CH 1 - THE MAN WHO SHOULD HAVE DIED
“The sea was the last thing I remembered.”
Cold, relentless, and unforgiving.
When I woke up, I felt as if I had entered the afterlife. This was a small, wooden room that carried a scent of salt and herbs. My body was as if it had been dismantled and reassembled through shaking hands.
My throat was on fire when I attempted to talk. “Where. am I?”
A man's voice responded, gritty but warm. “You're okay now, kid. You were near death when we found you.”
I turned my head, flinching at the stabbing pain in my leg. A fisherman was at the door, his clothing reeked of saltwater and smoke. His name would be Thomas Hale, as I was to learn. He had discovered me near Willow Creek, a small town at the edge of Maine where nothing out of the ordinary ever happened, and when it did, it was notable.
“You’ve been out cold for three days,” Thomas said, moving in closer. “Doc said it’s a miracle you’re breathing.”
I attempted to sit up, but my body objected. My left leg was wrapped in a splint, aching in a way that caused blurred vision. “What. happened?”
He looked at me curiously. “That’s what I was hoping you’d tell me.”
This is when it hit me the truth I could never say.
My name wasn’t Ethan Gray. Not yet.
It was Adrian Cole billionaire, CEO, and the man that the news would soon proclaim was dead in a fiery plane crash over the Atlantic.
But the man in the bed couldn’t be Adrian Cole anymore. He was just too broken. Too lost.
So I lied.
“Yacht,” I croaked. “There was an accident. Engine failure. Storm came in harder than we had figured.”
Thomas arched an eyebrow in skeptical disbelief. “You rich folks and your fancy gadgets,” he said. “Even a lucky tide got you to shore before it swallowed you whole out there.”
I managed a weak smile. “Guess I’m luckier than I thought.”
He nodded toward a tray in front of his bed. “Just eat when you can. Doc will be back by sundown. Try not to stir too much your leg is broken clean.”
Silence filled the room again as he walked out. My heart was pounding in my ear. Behind my eyelids, I could see fire and metal. I could hear the scream of the engines. In my mind's ear was the voice of a woman seated beside me in that cursed flight, a scream that was swallowed by the blackness.
“Hold steady, Adrian!
Then everything went black.
Now, in this small seaside chamber, I possessed no empire, no riches, no name. Only pain, and a second chance that I never asked for.

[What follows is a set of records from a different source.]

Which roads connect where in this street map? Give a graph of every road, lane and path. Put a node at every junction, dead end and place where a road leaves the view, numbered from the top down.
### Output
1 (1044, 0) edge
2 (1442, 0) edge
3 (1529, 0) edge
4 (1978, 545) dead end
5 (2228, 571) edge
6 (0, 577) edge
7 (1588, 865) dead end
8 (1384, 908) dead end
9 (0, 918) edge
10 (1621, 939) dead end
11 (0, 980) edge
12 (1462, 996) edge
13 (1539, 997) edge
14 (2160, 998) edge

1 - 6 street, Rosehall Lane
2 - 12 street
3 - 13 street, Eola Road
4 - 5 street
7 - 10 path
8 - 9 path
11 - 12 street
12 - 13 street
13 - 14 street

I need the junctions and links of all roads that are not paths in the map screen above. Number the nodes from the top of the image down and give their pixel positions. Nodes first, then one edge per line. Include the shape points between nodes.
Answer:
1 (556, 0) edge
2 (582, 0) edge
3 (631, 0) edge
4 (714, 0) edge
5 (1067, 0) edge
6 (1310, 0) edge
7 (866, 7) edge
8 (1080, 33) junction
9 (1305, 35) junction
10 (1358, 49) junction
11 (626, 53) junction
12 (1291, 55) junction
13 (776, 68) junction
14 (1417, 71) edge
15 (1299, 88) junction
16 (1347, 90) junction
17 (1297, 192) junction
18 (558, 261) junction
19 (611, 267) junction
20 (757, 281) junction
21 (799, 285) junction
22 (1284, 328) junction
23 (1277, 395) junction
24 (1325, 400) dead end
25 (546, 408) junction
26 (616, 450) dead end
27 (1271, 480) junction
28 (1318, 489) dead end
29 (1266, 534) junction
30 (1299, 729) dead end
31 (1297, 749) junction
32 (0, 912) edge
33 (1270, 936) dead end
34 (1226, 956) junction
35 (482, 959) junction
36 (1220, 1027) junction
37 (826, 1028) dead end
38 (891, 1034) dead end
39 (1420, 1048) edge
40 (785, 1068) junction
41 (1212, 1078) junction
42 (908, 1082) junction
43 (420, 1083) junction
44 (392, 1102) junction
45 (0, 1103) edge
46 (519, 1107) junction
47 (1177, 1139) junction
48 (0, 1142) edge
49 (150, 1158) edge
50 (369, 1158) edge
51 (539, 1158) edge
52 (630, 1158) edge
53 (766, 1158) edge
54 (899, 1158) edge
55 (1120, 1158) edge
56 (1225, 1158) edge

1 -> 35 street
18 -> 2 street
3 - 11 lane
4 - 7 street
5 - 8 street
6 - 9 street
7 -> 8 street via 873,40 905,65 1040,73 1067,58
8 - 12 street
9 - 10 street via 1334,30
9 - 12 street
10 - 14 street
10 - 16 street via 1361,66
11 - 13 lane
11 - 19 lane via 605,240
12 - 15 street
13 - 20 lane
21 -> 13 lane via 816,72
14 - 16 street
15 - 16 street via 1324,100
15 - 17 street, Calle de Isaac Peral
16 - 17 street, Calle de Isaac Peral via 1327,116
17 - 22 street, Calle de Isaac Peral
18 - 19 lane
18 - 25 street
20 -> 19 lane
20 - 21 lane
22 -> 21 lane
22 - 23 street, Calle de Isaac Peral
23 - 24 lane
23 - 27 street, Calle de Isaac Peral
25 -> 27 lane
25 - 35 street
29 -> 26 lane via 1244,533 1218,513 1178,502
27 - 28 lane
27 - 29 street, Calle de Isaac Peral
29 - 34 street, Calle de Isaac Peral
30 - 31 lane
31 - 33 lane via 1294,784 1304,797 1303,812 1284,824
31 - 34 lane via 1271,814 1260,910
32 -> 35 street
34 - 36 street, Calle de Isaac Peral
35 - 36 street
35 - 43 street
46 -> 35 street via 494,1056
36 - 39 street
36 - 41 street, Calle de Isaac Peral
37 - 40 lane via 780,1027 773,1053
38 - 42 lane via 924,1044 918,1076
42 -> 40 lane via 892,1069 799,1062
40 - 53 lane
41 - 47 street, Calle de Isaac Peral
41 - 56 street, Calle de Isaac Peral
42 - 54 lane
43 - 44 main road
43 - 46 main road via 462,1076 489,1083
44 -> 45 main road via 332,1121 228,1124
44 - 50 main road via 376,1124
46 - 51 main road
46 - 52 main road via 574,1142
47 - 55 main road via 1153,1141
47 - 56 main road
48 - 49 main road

Days dragged by in a haze of slow motion. The town doctor, a kind woman named Margaret Rainer, came calling each day, swapping out my bandages and shaking her head at me whenever I attempted to walk. “You will walk again,” she said, “but not if you go around like a fool.”
I discovered that she was involved in a relationship with a small electrical repair business owner named Mike that was located near the docks. His type was a firm believer that nothing could go wrong in this world with a bit of elbow grease, aside from perhaps humans.
“You're the man who came from the sea,” a young boy said one afternoon, peeking through a door. “Mama says you're lucky.”
“Maybe,” I said. “It depends what you call lucky.”
They all eventually asked the same thing of me, after all: What happened out there?
“And every time, I gave the same lie.”
“A yacht accident.”
It was increasingly easy to say with each passing day, although guilt continued to twist ever deeper within me.
In the second week, I was finally capable of supporting myself with crutches. Every step was a triumph, a reminder of all that I’d lost.
One evening, as the wind was blowing through the gaps in the window, Thomas came back with a box of old clothing. “You'll need those when you're ready to walk into town,” Thomas said. “We ain't got much, but it's something.”
I nodded in appreciation. “Thank you. For. everything.”
He looked at me for a moment. “You talk like a man who’s lost more than just a boat.”
I looked away. “Maybe I did.”
He shrugged. “Then maybe you’ll find something better here. Willow Creek’s small, but it’s got a way of fixing broken things.”
I couldn’t bring myself to tell him that some problems just couldn’t be repaired.
Weeks blurred together. My strength came back to me slowly. I started to go out in short stretches first to the porch, then to a dirt road that led to the docks.
The townsfolk welcomed me warmly. “Good morning, stranger!” “How’s your leg?” “You staying for long?”
I smiled, nodded, and lied. “Not sure yet.”
Each lie constructed a wall that separated me from who I was and who I was becoming.
But then one morning, while limping towards the pier, I heard it the sound of laughter.
Light. Musical.
It came from across the street, where a small café existed under a sign that was faded to a blueish purple. Through that café window, I watched a girl trying to repair a flickering fixture while a curl of hair fell across her cheek, and she pushed it back with a disgruntled sign.
In my chest, something shifted.
“For the first time since the crash, I felt. awake.”
I didn’t know her name. I didn’t know her story. But as I watched her laugh quietly to herself, and balanced on a stool in front of that light, I knew one thing with absolute certainty She was a woman who was about to turn everything upside down.